Friday, October 24, 2014

We Are All Completely Beside Ourselves


I often feel that the books I like the best are ones that I could never have expected.  They're not predictable, they're not typical of any particular genre.  They're just what I was in the mood to read at the moment I was reading, but I could never have said what I was in the mood for.

"We are All Completely Beside Ourselves" by Karen Joy Fowler is one of those novels. It's essentially the story of a family, and of the remarkably complicated and thoughtful narrator's attempts to understand how her unusual upbringing affected her. But this was no ordinary family, you learn along the way.  It's difficult to say more without spoiling the plot.  But I can say this:  Read it. It's amazing. Beautiful,  Thought-provoking.  Poignant.  Funny.

There's a reason this book has won all sorts of acclaim.  It's short-listed for the 2014 Man Booker Prize, it's won a 2014 Pen/Faulkner award, and it's one of the New York Times Book Review's 100 Notable Books of 2013.

I'm not kidding. Add this to your Must Read list.

One more thing:  I've read other books by Karen Joy Fowler, and I wasn't wowed by them. This one, however, I LOVED.

Tuesday, October 14, 2014

The Secret Place


I've read and loved everything by Tana French, so I moved quickly to get her newest novel, The Secret Place, when it came out.  And I wasn't disappointed.  This was another novel that I gave a "5" to on my 1-5 scale.

French's mysteries all involve a murder squad within the Dublin police force, but each features a different detective and each novel stands squarely alone.  French's stories unfold slowly.  There are no gimmicks -- just deep character development and careful plotting.  What I love about French's mysteries is how the place becomes almost an additional character in the story. The setting provides the tone and color for the whole novel in a way that I don't often see in books.

And that was true in The Secret Place, which takes place in a posh girls' boarding school.  There'd been a murder there a year ago, as yet unsolved.  But when the novel begins, one student approaches a detective she remembers because she finds an unsettling reference to the murder on the school's "secret place," a bulletin board where students are encouraged to post whatever anonymous bits they like.  As the detectives investigate how the note came to be there and what it might mean about the murder, they see more and more of the life at the school.  There's the sense of layers being pulled back and revealed as more secrets emerge and characters' relationships emerge.  

The novel actually takes place over the course of one rather long day.  The story was engrossing, and French's writing is skillful and evocative.  But what I especially loved is how the theme of belonging, of fitting in, of how much of yourself it is safe to reveal to the people around you, carries through.  It's explored as the dynamics between the school girls are examined, and it's something the detective himself struggles with as he works to sort out his own role among the detectives.  

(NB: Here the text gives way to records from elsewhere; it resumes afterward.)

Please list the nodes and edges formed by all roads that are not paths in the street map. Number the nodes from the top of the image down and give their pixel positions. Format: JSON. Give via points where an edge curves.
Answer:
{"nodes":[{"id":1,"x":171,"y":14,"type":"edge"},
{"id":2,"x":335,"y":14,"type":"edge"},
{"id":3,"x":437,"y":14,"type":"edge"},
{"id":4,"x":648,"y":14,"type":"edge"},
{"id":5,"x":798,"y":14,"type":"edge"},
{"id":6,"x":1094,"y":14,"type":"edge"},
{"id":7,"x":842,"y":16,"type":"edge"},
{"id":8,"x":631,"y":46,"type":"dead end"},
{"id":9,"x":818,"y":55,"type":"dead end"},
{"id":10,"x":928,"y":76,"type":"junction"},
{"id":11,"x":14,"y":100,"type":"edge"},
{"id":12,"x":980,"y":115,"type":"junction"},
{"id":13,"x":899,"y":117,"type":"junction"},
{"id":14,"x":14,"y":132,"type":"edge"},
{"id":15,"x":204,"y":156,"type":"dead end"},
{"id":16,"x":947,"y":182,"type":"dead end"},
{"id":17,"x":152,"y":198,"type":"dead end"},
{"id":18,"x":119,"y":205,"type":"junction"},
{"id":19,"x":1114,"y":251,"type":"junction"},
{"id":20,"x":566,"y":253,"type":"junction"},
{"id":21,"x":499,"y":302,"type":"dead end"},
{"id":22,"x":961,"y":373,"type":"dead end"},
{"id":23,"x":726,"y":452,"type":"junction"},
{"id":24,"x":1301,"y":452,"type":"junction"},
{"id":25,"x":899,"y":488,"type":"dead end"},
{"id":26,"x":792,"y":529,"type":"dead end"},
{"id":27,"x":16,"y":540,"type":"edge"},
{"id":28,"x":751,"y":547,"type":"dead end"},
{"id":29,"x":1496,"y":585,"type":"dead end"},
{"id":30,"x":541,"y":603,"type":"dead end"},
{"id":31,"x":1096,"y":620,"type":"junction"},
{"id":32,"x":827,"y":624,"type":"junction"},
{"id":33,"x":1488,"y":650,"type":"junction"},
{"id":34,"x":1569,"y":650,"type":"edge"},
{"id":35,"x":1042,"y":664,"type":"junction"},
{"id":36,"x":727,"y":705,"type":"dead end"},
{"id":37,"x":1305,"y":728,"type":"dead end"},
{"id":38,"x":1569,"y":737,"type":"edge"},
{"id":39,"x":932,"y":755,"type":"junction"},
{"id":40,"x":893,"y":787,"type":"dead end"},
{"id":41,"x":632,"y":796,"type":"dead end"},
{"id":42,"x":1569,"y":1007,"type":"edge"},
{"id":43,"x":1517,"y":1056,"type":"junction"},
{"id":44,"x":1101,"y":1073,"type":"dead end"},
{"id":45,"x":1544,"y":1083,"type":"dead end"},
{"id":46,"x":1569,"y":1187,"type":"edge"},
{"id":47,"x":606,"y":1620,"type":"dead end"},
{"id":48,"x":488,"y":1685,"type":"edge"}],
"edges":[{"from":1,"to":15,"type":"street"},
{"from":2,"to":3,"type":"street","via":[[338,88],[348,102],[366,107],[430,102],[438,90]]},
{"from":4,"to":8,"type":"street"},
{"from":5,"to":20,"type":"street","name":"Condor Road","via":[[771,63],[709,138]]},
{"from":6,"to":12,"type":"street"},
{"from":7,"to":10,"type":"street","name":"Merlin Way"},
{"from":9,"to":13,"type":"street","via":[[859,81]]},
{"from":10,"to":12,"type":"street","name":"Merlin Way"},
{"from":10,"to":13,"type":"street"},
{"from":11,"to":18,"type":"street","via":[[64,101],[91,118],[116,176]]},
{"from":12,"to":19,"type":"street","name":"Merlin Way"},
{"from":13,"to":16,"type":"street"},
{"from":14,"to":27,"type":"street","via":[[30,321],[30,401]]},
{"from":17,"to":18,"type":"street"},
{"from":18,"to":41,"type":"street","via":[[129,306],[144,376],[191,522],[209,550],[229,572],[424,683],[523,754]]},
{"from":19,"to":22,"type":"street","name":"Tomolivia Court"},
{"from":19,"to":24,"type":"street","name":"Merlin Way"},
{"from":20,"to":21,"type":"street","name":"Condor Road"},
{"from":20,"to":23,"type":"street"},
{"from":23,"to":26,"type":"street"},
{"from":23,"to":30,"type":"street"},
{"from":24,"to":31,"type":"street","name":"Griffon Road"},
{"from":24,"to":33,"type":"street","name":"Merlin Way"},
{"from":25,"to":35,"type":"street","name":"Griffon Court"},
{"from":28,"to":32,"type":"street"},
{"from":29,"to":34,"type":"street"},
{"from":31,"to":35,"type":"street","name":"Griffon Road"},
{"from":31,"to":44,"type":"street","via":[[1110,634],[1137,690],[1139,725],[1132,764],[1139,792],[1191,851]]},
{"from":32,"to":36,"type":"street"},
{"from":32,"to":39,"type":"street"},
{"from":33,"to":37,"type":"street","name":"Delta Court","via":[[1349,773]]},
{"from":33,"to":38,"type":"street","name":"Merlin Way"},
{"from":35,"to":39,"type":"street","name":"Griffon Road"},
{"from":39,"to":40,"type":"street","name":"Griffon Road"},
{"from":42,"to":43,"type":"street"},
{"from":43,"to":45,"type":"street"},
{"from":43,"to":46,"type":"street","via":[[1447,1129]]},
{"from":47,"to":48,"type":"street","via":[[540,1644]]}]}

This was a rich, deep reading experience. 



Friday, October 3, 2014

Wife 22


"Maybe it was those extra five pounds I’d gained. Maybe it was because I was about to turn the same age my mother was when I lost her. Maybe it was because after almost twenty years of marriage my husband and I seemed to be running out of things to say to each other.

But when the anonymous online study called “Marriage in the 21st Century” showed up in my inbox, I had no idea how profoundly it would change my life. It wasn’t long before I was assigned both a pseudonym (Wife 22) and a caseworker (Researcher 101).

And, just like that, I found myself answering questions."

   Wife 22 by Melanie Gideon was quite the thought-provoking novel for me.  I was reading it on what turned out to the last vacation my husband (from whom I am now separated) would take together.  But, rest assured, the novel isn't to blame for that.  But the story of a woman who is thinking about her marriage, and examining why she got married, how she and her husband got together, and where they'd come to years later, resonated strongly with me.  Told from the wife's perspective as she worked her way through the Marriage questionnaire, it was sweet and charming and poignant.  It gave me a lot to think about.  And I think anyone who is married, or who has ever been married, or who isn't but is fascinated by the complexities of marriage, would be intrigued and entertained by this novel.  Me, I loved it.   

ADDED AFTER POSTING:  I was thinking about this book and wondering whether my view of it was affected by the time in my life that I read it, so I just went back and read it again.  And I was quite happy to find that I liked it just as much the second time.  I'd forgotten a lot about this book: how chapters start with funny bits from the narrator's google searches; how the story is interspersed with Alice's answers to the questionnaire questions which reveal so much about her; how Alice's struggle to connect with her teenaged children feels so real; and most of all, how the biggest theme is how important it is in a marriage for each partner to truly see and hear the other.